E. Skjong et al. [8] investigate the recent commercial availability of UAVs within Search and Rescue (SAR) and Search and Tracking (SAT) applications. The authors then focus on the development of a SAT system, which is able to steer the UAV and focus the gimbal attitude on regions and objects of interest respectively, with the use of Model Predictive Control (MPC). The overall process is made autonomous by allowing computer vision to work directly with the UAV autopilot and MPC, so objects can be simultaneously detected and tracked in an efficient manner.

Similarly, C.E. Lin and S. Yang [9] explore the use of UAVs to detect and track specific objects, with the help of aerial photography and camera gimbal control. The authors implement the use of an Inertial Measurement Unit (IMU), which consist of a gyroscope, accelerometer, and magnetometer, along with an Attitude and Heading Reference System (AHRS), to determine and ensure that the angles of the camera gimbal are in the correct reference frame. Both [8] and [9] use Global Positioning System (GPS) to determine the location of both the UAV and the target, using this relationship to implement a reliable autopilot flight control for target detection and photography.

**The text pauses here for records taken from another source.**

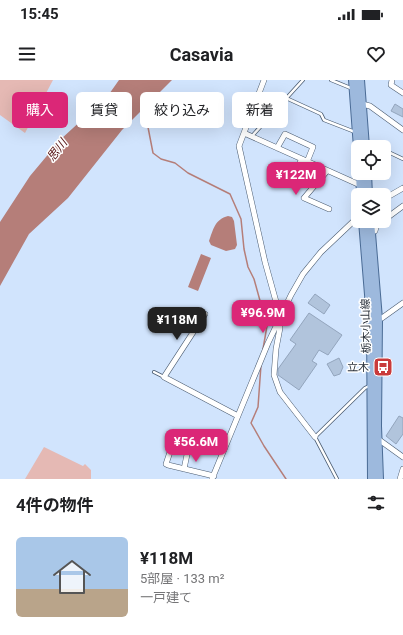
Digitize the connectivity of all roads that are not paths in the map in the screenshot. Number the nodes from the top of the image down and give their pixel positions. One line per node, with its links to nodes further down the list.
1 (264, 80): 14 (street)
2 (303, 80): 9 (lane)
3 (331, 80): 7 (lane)
4 (353, 80): 7 (main road)
5 (360, 80): 11 (main road)
6 (392, 80): 8 (street)
7 (354, 90): 15 (main road)
8 (403, 93)
9 (288, 96)
10 (288, 99): 15 (lane)
11 (362, 104): 13 (street); 18 (main road)
12 (259, 128): 16 (lane)
13 (403, 130)
14 (244, 132): 16 (street); 41 (street)
15 (357, 132): 17 (main road)
16 (252, 136): 19 (street)
17 (358, 140)
18 (365, 140)
19 (277, 148): 21 (street); 23 (street)
20 (391, 153): 22 (lane)
21 (301, 159): 23 (street); 25 (street)
22 (403, 159)
23 (307, 162): 24 (street)
24 (327, 171): 27 (street); 32 (street)
25 (297, 178)
26 (360, 180): 27 (main road)
27 (360, 185): 28 (main road)
28 (360, 188)
29 (403, 188): 30 (street)
30 (391, 195)
31 (403, 206): 33 (street)
32 (329, 210)
33 (391, 214)
34 (351, 224): 41 (street)
35 (364, 228): 42 (main road, 栃木小山線)
36 (371, 228): 38 (main road, 栃木小山線)
37 (376, 228): 38 (street)
38 (371, 232): 42 (main road, 栃木小山線)
39 (403, 303): 42 (street)
40 (204, 314): 44 (street)
41 (280, 316): 46 (street); 47 (street)
42 (374, 319): 45 (main road, 栃木小山線)
43 (154, 372): 44 (lane)
44 (164, 377): 46 (street)
45 (374, 385): 47 (lane); 48 (main road, 栃木小山線); 54 (main road, 栃木小山線)
46 (238, 416): 52 (street)
47 (315, 437): 53 (lane)
48 (378, 439): 49 (street); 55 (main road, 栃木小山線)
49 (403, 457)
50 (184, 469): 50 (street); 52 (street)
51 (403, 469): 56 (street)
52 (213, 478)
53 (338, 479)
54 (372, 479)
55 (379, 479)
56 (400, 479)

R.J. Rajesh and C.M. Ananda [10] move away from controlling the camera gimbal, attached to a UAV, and focus on stabilizing its movement to ensure that clear photograph and/or video footage is taken. The use of Proportional-Integral-Derivative (PID) controller is recommended by the authors, to compensate for the vibrations and gust, as well as control the position of the camera by stabilizing the movement of the gimbal. Manually tuning the controller’s parameters is not recommended, as the process is considered time consuming and tedious, instead, the authors recommend the use of Particle Swarm Optimization (PSO) as the preferred algorithm to complete this task.

Uncertainty and disturbances are mentioned, but not properly investigated in [9], [8] and [10]. A. Ashok et al. [11] investigate the external disturbances that affect the UAVs, as well as the dynamic and parametric uncertainties that arise in the mathematical autonomous model when subjected to a number of operating conditions. The authors reiterate previous approaches taken to design a robust control system, including the use of a PID controller for linear [12] and linearized [13] models, as well as the use of a Linear Quadratic Gaussian (LQG) controller [14] in the presence of uncertainties, before the Uncertainty and Disturbance Estimation (UDE) method is chosen to synthesize the required controller.

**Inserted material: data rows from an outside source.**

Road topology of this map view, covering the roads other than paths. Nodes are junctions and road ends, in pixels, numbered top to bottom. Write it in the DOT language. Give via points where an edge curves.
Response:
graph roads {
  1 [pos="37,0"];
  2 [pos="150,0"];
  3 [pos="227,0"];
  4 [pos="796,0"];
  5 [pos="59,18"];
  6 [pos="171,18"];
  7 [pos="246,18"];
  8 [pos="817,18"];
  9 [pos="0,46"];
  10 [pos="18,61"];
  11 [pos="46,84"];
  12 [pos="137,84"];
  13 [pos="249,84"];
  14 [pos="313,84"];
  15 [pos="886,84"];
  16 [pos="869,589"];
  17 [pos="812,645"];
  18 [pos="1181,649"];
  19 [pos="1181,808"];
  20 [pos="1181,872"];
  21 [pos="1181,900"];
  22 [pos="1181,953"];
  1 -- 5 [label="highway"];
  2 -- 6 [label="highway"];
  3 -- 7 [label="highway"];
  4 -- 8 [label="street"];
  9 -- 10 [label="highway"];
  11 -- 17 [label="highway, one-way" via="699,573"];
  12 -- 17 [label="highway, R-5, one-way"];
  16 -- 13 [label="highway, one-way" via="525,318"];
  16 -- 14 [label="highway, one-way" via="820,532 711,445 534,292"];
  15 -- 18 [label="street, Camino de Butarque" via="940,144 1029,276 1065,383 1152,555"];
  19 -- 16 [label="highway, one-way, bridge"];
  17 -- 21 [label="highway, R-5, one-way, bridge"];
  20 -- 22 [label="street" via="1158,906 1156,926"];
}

The control of a camera gimbal, as outlined by most of the sources above, is necessary in order to ensure the accuracy of photographs or video that is captured by the UAV. Although the use of conventional control methods is described above, only [8] focuses on the use of MPC, which is closely related to the project, to ensure that the UAV is able to detect and track objects efficiently and simultaneously.

A clear representation of the project’s tasks, has been outlined as a comprehensive project plan from the first to the final day of employment at Fugro-Roames. A visual representation and description of the plan is used to illustrate the timeline of the project, including all achievable milestones, which are related to the aims, objectives and intended scope of the project, discussed in section 1.2.

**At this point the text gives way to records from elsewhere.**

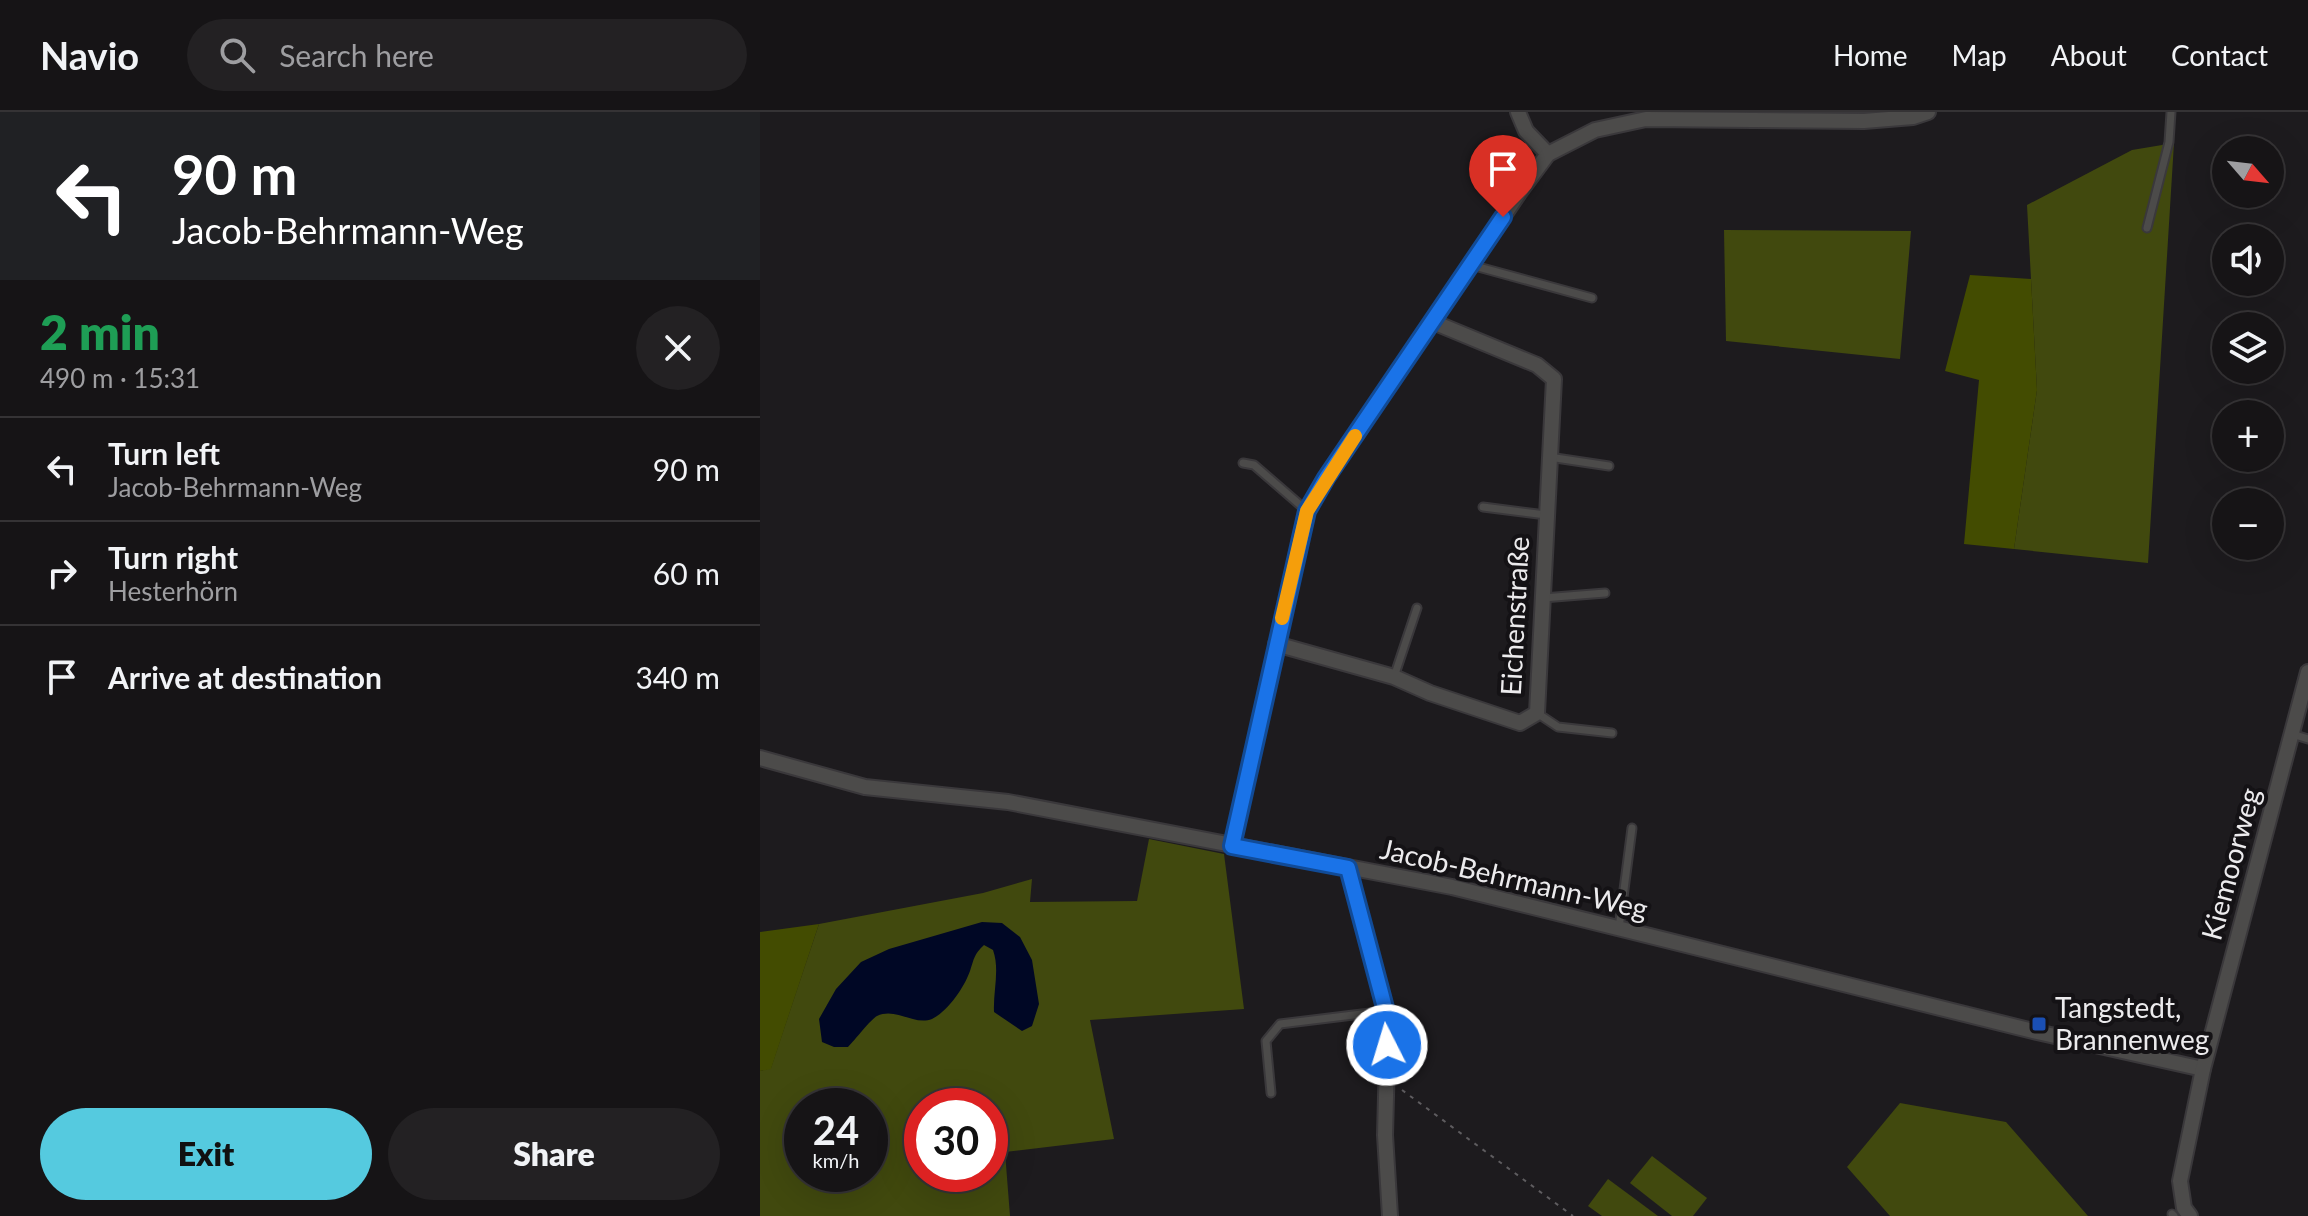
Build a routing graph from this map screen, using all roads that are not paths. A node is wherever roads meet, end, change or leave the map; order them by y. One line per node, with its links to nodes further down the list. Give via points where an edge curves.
1 (1518, 112): 4 (street, via 1526,131)
2 (1928, 112): 4 (street, via 1864,121 1646,119 1595,130)
3 (2171, 112): 5 (lane, via 2169,142)
4 (1548, 154): 6 (street)
5 (2147, 228)
6 (1471, 265): 7 (lane); 8 (street)
7 (1592, 298)
8 (1433, 322): 9 (street, Eichenstraße, via 1537,365 1554,379); 13 (street)
9 (1549, 457): 11 (lane); 14 (street, Eichenstraße)
10 (1243, 463): 13 (lane, via 1254,465)
11 (1609, 466)
12 (1483, 507): 14 (lane)
13 (1307, 511): 18 (street)
14 (1546, 515): 16 (street, Eichenstraße)
15 (1605, 593): 16 (lane)
16 (1543, 598): 21 (street, Eichenstraße)
17 (1417, 608): 20 (lane)
18 (1276, 644): 20 (street, Eichenstraße); 27 (street)
19 (2308, 672): 23 (street, Kiemoorweg)
20 (1394, 677): 21 (street, Eichenstraße, via 1520,723)
21 (1537, 713): 22 (lane, via 1558,727)
22 (1612, 733)
23 (2292, 734): 24 (lane); 31 (street, Kiemoorweg)
24 (2308, 739)
25 (760, 758): 27 (street, Jacob-Behrmann-Weg, via 865,787 1008,802)
26 (1632, 828): 29 (lane)
27 (1232, 846): 28 (street, Jacob-Behrmann-Weg)
28 (1348, 868): 29 (street, Jacob-Behrmann-Weg); 30 (street)
29 (1619, 928): 31 (street, Jacob-Behrmann-Weg)
30 (1386, 1011): 32 (lane, via 1280,1024 1266,1041); 33 (street)
31 (2203, 1069): 34 (street, Kiemoorweg, via 2180,1181)
32 (1271, 1093)
33 (1390, 1216)
34 (2190, 1216)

4.1 Visual Representation of Project Plan

The use of a modified GANTT chart was implemented to showcase the proposed flow of the project, from the first to the last day of employment. The timeline is hence separated into 24 weeks that are broken into 5 days, in the same manner as the business week format, where the project milestones and their corresponding tasks are allocated a precise number of days in which work is scheduled to take place.

Green solid bars represent the project’s milestones, where red solid bars indicate their respective tasks. The progress of the overall project is tracked by the completion of every achievable milestone, which can only be completed by first completing their respective sub tasks. Completed milestones are shown with a blue line through the green bar, and completed tasks are shown with a yellow line through the red bar.

Weeks 1 to 12, as shown in Figure 4.1, represent the core work to be completed, as Milestones 3-5 directly relate to the aims, objectives and intended scope of the project. Weeks 13 to 22, as shown in Figure 4.2, outline the analysis and completion of the final pieces of assessment, including the thesis report and demonstration, which require the content from previous milestones to be completed. Weeks 23 to 24, also shown in Figure 3.2, outline a possible Milestone that can be completed until the final day of employment at Fugro-Roames. This milestone does not affect the previous pieces of assessment; however, it will provide the company with important information that could prove vital to the future of the project.

4.2 Milestone & Task Breakdown

Milestone 1: Project Scope

The project scope is necessary to determine the project’s main objectives, and will therefore guide the work to be completed throughout the semester. To ensure all expectations are met, and the appropriate time is given to all project milestones, an agreement between academic and industry supervisors is necessary.

Task

ID

Days Description

Project evaluation

1.1

5

Evaluate the requirements of the project, including potential goals and outcomes. Collect all necessary information to present during the supervisor meeting.

Supervisor meeting

1.2

1

Meet with the project’s academic and industry supervisors to discuss the project scope, and agree on the due dates for all pieces of assessment.

Scope confirmation & agreement

1.3

2

Compile a detailed scope which highlights the project’s objectives, as discussed during the supervisor meeting.

Resources

  • Workspace with an available computer
  • Availability from both supervisors to organize a meeting

Milestone Hazards and Risks

Milestone 1 is essential to the project. Any delay could be considered a minor, but possible risk, as it affects the progress of the overall project. If this issue becomes bigger, and the project scope cannot be defined, then it can be classified as a major risk and mitigation strategies should be taken immediately.

Clear communication between all parties involved, can reduce and remove the possibility of the identified risks from occurring.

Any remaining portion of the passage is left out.